> TRY IT: Search the material below for lines containing the string "Beacon", and copy every one you find.

BEGIN DATA PROVIDED

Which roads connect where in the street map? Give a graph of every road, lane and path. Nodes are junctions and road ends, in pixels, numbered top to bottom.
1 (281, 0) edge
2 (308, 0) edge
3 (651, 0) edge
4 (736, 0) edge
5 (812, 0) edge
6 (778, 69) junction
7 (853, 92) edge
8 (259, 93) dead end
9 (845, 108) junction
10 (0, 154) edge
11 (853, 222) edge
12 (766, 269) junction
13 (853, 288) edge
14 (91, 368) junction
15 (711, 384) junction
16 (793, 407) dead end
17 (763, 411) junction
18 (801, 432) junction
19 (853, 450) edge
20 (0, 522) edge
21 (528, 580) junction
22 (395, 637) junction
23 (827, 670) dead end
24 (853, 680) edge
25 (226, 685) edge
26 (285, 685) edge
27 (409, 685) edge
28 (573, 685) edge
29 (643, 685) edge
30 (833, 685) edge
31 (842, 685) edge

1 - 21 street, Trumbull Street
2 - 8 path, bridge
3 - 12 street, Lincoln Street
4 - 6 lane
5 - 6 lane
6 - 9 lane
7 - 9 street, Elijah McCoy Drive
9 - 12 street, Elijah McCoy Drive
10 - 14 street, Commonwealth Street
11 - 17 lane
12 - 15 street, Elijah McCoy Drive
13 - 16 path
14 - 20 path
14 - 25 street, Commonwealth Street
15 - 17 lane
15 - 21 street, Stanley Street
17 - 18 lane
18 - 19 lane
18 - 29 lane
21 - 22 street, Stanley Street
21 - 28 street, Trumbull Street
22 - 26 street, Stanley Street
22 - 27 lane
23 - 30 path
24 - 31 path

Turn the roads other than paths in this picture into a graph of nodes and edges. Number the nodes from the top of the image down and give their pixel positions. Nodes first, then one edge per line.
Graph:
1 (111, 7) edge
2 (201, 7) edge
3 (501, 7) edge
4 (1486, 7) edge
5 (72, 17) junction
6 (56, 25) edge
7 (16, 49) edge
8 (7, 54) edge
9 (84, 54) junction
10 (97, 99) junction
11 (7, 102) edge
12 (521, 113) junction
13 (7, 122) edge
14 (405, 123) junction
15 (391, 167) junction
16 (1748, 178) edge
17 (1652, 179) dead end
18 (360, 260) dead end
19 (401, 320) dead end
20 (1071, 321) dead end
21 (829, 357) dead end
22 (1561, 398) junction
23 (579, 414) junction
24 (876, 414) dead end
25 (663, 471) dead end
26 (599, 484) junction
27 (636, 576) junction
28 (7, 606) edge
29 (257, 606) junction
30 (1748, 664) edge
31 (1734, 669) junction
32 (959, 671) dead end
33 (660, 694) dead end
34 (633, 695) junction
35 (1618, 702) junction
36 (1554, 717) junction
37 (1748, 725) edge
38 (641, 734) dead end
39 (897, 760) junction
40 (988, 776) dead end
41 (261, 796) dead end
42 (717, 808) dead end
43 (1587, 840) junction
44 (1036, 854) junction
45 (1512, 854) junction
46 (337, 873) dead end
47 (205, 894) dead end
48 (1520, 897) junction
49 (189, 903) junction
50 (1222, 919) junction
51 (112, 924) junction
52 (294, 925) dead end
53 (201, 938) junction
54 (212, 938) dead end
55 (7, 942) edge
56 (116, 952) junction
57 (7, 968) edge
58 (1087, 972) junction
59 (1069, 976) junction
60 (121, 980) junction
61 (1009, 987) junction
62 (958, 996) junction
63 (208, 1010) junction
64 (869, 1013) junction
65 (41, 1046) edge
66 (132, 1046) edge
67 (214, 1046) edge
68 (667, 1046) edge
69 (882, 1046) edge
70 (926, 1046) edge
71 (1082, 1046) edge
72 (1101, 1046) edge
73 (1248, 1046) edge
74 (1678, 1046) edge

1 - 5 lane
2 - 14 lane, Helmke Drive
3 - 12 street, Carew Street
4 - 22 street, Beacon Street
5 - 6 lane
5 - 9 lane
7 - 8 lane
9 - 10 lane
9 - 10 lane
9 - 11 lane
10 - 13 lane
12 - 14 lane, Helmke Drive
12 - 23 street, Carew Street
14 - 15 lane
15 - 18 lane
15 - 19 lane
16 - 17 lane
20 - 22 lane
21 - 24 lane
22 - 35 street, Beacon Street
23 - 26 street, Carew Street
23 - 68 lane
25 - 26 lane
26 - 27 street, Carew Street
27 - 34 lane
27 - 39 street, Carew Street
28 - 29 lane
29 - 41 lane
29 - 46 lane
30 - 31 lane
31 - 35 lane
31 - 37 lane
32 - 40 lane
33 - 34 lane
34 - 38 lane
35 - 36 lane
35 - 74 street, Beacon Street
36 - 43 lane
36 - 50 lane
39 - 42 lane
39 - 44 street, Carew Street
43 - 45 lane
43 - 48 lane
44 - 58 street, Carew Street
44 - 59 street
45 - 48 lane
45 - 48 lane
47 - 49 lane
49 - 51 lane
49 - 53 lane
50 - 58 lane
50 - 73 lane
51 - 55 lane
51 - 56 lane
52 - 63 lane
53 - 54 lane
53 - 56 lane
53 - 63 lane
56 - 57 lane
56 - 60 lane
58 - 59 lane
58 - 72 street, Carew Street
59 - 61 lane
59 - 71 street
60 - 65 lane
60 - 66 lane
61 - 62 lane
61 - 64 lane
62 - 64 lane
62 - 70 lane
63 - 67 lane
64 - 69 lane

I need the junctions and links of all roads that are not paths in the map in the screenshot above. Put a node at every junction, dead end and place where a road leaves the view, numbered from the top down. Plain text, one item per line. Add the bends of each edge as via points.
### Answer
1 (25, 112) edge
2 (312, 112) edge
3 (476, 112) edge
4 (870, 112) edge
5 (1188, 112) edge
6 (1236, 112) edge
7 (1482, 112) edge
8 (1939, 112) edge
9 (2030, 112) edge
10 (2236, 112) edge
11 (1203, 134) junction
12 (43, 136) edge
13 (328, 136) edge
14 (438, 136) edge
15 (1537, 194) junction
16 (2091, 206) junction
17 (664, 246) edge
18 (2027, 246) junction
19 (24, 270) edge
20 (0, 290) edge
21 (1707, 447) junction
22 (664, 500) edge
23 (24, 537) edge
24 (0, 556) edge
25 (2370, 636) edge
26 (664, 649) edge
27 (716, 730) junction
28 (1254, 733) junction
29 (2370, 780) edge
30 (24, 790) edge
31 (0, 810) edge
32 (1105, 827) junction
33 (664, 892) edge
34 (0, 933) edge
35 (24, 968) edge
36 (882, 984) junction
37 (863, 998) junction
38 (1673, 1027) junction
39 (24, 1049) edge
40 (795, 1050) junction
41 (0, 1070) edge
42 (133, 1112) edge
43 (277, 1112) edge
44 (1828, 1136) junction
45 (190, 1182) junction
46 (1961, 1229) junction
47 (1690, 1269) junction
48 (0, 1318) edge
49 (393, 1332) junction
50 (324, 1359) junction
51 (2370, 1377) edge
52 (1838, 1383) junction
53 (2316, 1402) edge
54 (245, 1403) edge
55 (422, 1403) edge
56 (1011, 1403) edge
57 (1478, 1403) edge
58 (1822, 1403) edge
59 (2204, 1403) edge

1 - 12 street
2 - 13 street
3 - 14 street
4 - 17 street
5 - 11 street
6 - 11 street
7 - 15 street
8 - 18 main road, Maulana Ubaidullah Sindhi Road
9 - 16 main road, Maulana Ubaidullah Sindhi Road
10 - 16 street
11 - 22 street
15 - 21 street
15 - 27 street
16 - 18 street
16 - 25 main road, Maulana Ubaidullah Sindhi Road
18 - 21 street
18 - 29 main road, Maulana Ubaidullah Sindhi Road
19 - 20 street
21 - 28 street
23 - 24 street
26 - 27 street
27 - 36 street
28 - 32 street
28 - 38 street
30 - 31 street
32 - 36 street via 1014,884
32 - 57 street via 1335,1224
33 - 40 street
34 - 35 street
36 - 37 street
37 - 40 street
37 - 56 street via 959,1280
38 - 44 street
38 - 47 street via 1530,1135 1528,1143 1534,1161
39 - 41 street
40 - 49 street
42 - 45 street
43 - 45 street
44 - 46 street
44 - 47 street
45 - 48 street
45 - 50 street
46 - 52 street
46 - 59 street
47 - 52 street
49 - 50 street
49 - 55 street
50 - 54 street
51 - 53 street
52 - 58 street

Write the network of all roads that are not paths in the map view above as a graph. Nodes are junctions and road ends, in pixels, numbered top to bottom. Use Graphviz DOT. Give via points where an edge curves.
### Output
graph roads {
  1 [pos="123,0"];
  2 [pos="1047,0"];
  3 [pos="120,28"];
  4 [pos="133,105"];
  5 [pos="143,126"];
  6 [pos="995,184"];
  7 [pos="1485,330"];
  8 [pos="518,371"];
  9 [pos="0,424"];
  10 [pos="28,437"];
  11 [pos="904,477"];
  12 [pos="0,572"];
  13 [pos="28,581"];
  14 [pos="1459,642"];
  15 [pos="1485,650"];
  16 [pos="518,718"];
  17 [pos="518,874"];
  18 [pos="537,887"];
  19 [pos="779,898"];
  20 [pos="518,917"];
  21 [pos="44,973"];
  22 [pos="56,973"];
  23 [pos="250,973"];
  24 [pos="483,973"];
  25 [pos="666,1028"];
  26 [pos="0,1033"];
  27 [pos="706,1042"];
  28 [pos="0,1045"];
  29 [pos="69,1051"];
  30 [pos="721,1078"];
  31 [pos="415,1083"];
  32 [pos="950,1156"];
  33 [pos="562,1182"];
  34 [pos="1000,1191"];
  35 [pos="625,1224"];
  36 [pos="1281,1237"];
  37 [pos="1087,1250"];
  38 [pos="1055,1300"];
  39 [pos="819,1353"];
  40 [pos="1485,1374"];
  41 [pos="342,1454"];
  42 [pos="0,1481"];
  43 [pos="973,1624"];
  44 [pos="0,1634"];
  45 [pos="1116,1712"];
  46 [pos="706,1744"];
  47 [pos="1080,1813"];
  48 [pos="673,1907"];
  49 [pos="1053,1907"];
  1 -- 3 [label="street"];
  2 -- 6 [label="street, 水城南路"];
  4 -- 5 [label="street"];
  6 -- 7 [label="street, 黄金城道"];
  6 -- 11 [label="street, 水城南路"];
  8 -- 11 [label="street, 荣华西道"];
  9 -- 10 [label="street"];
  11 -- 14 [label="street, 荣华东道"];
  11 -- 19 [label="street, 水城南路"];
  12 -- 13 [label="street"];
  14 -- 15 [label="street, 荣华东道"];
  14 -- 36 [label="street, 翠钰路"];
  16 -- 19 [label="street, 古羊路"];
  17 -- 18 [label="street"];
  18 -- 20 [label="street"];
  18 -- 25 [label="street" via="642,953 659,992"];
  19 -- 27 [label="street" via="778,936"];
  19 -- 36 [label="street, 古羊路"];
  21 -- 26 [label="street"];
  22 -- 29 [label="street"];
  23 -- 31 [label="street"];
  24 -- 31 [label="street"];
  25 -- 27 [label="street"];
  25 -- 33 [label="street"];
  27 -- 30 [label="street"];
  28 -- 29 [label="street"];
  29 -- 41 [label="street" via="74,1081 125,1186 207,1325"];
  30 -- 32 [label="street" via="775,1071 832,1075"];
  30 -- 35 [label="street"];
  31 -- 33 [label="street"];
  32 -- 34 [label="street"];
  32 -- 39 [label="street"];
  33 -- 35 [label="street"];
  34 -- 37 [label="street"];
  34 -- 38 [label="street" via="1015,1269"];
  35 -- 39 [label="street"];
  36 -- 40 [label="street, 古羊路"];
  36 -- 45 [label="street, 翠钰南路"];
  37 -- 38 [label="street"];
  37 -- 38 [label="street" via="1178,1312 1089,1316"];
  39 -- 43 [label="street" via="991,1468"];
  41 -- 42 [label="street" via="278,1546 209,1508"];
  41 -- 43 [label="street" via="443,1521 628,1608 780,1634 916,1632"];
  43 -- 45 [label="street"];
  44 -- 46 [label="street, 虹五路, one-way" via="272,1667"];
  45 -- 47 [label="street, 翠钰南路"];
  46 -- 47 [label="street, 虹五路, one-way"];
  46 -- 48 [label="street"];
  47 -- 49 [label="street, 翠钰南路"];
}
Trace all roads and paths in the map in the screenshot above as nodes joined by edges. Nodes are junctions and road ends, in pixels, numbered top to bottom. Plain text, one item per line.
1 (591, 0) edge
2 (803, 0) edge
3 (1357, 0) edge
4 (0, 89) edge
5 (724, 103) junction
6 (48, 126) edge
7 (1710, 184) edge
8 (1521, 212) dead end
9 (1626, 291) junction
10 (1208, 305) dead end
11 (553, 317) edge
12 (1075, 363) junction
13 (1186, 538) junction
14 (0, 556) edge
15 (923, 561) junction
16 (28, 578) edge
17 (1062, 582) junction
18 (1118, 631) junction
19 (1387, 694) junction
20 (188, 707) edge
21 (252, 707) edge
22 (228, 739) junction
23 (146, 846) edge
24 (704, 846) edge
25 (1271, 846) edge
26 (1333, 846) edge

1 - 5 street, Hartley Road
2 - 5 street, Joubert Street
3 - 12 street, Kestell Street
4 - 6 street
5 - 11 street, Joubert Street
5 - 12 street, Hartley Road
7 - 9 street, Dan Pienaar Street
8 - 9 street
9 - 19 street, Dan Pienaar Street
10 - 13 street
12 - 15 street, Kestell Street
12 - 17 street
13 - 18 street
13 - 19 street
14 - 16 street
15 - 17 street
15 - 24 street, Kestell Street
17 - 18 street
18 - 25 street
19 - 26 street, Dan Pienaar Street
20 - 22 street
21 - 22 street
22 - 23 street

END DATA PROVIDED

> TASK ANSWER:
4 - 22 street, Beacon Street
22 - 35 street, Beacon Street
35 - 74 street, Beacon Street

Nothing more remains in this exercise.